Footnote: For instance, a 15-year term of occupancy costs $76,600, which is all prepaid. Each month, $425 is drawn against that deposit to cover the monthly Residence Fee. The Monthly Service Fee is an additional $200 per month. If the resident fails to pay the service fee, the money is withdrawn against the advance deposit.

Footnote: The PTABOA did not, however, contest the charitable exemption as it applied to Wittenberg’s nursing home, assisted living facility, and chapel.

Footnote: On December 31, 2001, the legislature abolished the State Board. Pub. L. No. 198-2001, § 119(b)(2). Effective January 1, 2002, the legislature created the Indiana Board of Tax Review (Indiana Board) as “successor” to the State Board. Ind. Code §§ 6-1.5-1-3; 6-1.5-4-1 (Supp. 2001); Pub. L. No. 198-2001, § 95. Consequently, when a final determination was issued in Wittenberg’s appeal in January 2002, it was issued by the Indiana Board.

Footnote: Effective January, 1, 2002, the legislature also changed the requirements for filing an original tax appeal. Indeed, Indiana Code § 6-1.1-15-5(b)(1) now provides that the following are parties to judicial review of a final determination by the Indiana Board: “[a] [] township assessor, county assessor, member of a county property tax assessment board of appeals, or county property tax assessment board of appeals that made the original assessment determination under appeal[.]” Ind. Code § 6-1.1-15-5(b)(1).

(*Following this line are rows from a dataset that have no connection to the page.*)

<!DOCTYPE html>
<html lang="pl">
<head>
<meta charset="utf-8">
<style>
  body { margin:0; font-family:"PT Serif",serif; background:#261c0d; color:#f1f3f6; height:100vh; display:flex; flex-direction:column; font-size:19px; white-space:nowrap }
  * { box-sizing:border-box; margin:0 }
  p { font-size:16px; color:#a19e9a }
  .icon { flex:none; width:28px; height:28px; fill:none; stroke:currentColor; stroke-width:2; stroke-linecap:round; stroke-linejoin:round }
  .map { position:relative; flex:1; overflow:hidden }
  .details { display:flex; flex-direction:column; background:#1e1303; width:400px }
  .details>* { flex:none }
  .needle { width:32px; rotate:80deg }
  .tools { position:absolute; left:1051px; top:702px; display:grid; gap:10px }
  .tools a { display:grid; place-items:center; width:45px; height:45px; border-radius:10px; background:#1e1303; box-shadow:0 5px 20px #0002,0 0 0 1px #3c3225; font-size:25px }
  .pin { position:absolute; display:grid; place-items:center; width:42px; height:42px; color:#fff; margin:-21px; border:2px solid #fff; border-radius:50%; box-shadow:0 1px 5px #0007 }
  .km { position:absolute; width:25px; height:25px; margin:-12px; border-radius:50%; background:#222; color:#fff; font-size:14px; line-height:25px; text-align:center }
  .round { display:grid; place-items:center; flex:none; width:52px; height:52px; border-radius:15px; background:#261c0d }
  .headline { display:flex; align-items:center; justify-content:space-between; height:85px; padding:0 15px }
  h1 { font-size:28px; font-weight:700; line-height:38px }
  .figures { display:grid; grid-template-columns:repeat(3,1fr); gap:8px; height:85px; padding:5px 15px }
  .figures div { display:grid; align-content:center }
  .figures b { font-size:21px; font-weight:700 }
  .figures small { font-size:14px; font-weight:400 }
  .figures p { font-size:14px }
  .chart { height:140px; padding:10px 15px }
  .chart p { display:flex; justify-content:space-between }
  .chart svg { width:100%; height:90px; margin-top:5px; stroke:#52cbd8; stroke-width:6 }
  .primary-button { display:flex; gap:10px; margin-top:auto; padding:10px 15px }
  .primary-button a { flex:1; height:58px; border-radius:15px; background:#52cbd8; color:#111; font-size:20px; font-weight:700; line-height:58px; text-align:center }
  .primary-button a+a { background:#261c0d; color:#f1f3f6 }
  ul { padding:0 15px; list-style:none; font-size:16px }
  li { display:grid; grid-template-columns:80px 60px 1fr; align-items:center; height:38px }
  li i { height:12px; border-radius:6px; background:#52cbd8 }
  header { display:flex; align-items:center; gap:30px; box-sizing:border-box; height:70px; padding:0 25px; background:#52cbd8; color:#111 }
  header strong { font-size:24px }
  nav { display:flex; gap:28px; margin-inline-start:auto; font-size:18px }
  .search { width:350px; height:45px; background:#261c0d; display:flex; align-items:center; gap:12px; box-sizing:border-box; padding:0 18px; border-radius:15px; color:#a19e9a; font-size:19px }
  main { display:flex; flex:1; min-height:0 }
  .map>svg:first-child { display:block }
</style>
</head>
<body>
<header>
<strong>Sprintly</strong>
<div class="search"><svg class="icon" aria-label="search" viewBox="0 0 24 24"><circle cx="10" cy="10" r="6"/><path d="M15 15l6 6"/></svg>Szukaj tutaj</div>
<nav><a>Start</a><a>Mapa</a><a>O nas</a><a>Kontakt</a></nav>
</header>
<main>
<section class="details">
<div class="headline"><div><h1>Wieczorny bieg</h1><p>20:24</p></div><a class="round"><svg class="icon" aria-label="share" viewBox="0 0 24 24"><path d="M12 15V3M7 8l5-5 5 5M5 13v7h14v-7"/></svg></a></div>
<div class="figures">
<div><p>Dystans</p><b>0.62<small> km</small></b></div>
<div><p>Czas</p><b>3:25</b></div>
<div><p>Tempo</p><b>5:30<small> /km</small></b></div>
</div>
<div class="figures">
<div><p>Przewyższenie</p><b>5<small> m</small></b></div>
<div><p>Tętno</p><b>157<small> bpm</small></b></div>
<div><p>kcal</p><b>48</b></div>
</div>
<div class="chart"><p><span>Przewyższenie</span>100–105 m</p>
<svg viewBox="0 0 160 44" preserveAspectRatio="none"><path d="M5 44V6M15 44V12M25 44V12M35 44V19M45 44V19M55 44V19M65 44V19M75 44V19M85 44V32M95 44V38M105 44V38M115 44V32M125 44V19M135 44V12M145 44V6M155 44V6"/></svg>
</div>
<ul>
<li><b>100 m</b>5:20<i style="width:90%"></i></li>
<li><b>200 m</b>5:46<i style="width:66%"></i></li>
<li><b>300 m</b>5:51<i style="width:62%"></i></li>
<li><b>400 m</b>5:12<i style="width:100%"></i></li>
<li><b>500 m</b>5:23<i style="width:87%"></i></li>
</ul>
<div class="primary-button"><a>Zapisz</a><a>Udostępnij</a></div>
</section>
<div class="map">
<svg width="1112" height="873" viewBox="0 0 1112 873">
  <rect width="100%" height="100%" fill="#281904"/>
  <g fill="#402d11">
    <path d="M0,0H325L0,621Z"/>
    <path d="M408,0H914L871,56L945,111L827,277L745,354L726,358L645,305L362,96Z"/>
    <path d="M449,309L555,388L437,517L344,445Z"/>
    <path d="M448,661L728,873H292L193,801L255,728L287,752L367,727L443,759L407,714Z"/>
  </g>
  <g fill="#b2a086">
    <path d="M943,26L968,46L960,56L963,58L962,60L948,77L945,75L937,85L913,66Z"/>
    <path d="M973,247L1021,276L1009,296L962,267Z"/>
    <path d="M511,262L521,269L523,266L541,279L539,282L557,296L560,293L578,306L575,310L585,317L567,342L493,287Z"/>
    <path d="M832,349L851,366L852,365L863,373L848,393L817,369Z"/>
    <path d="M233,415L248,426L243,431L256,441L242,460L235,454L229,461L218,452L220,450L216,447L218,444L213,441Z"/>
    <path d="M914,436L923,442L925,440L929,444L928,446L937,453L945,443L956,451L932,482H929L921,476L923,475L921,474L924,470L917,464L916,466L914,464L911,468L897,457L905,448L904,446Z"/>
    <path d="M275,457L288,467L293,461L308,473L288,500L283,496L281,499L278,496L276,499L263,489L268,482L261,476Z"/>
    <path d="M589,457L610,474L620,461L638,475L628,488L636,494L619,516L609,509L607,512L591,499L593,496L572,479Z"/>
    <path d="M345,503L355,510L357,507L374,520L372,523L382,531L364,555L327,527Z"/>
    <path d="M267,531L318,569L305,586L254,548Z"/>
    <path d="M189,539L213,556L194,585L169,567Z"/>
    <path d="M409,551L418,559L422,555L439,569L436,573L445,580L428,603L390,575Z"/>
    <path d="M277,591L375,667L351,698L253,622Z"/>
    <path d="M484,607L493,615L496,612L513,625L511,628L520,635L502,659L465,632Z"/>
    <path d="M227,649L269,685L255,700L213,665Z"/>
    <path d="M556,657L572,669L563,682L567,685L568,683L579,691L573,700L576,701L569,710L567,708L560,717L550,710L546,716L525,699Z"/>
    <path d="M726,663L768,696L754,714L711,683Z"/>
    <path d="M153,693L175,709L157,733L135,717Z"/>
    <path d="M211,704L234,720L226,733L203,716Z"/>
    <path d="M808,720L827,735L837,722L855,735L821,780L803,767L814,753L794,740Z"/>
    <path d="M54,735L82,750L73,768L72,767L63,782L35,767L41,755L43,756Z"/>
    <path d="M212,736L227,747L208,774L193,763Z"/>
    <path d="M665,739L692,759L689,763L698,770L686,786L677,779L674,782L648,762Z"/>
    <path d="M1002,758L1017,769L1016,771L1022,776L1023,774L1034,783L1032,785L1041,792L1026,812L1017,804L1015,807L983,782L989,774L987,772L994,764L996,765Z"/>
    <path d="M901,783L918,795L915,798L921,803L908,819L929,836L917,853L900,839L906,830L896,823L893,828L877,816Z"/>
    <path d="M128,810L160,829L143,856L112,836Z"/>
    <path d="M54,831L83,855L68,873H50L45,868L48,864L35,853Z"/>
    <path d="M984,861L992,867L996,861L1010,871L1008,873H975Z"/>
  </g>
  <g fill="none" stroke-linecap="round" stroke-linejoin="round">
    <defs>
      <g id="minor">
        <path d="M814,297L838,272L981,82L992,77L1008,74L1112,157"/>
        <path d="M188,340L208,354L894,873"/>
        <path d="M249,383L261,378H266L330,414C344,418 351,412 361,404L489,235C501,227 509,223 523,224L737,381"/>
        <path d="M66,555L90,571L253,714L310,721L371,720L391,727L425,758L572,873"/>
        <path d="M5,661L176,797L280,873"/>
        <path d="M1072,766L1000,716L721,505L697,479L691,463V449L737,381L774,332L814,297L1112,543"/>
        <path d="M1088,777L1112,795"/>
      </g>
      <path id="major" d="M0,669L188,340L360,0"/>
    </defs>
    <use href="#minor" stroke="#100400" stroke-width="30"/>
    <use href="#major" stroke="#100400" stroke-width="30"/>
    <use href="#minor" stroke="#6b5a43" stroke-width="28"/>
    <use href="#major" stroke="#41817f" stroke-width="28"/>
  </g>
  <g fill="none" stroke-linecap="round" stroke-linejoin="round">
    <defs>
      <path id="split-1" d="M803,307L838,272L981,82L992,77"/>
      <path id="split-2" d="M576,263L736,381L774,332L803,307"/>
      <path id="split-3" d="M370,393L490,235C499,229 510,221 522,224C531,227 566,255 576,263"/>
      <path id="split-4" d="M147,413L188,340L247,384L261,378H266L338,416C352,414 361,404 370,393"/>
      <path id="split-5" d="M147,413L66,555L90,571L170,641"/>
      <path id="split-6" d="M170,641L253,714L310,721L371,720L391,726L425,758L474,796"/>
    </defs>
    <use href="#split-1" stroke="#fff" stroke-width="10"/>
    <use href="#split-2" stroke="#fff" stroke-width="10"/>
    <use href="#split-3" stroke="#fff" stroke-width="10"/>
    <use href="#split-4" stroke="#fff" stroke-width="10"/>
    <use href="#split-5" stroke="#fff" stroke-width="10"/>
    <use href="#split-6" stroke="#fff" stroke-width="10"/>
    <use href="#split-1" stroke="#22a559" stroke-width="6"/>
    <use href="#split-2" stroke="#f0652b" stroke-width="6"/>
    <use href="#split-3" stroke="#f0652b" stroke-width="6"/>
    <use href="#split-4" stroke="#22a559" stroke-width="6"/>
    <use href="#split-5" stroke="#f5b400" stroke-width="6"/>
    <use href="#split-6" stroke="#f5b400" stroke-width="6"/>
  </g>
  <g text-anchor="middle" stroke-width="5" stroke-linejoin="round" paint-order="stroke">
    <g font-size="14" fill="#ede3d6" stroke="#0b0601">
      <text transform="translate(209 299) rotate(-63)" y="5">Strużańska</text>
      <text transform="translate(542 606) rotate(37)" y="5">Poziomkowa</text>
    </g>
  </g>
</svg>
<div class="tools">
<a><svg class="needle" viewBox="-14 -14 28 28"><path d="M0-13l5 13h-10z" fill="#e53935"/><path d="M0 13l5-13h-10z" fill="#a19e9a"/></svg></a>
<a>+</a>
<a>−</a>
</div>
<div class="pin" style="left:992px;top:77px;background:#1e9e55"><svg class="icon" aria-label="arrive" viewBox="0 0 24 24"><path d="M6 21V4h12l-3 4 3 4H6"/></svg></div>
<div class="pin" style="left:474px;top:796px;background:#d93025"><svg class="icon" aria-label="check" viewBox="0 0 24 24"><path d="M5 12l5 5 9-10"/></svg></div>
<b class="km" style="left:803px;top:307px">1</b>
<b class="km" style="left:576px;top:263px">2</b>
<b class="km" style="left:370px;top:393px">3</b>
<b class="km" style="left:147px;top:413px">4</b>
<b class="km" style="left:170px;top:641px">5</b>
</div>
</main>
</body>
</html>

See also Ind.Tax Court Rule 4(B)(2)(a) (2002) (providing that “[i]n original tax appeals initiated by taxpayers, the named respondents shall be as follows: . . . the local governmental official or entity that made the original assessment valuation, exemption determination, or other determination under the tax laws that was the subject of the proceedings before the Indiana Board of Tax Review”).

Footnote: Our Supreme Court recently stated in dictum, however, that the Tax Court would apply the standard of review set forth in the Administrative Orders and Procedures Act, Indiana Code § 4-21.5-5-14(d), and not Indiana Code § 33-3-5-14.8. State Bd. of Tax Comm’rs v. Garcia, 766 N.E.2d 341, 345 (Ind. 2002).

Footnote:      The PTABOA refers to the fact that in Raintree, residents were required to eat at least one meal per day in a central cafeteria. The apartments in Raintree were also equipped with emergency pull-cords for alerting the on-site nursing staff.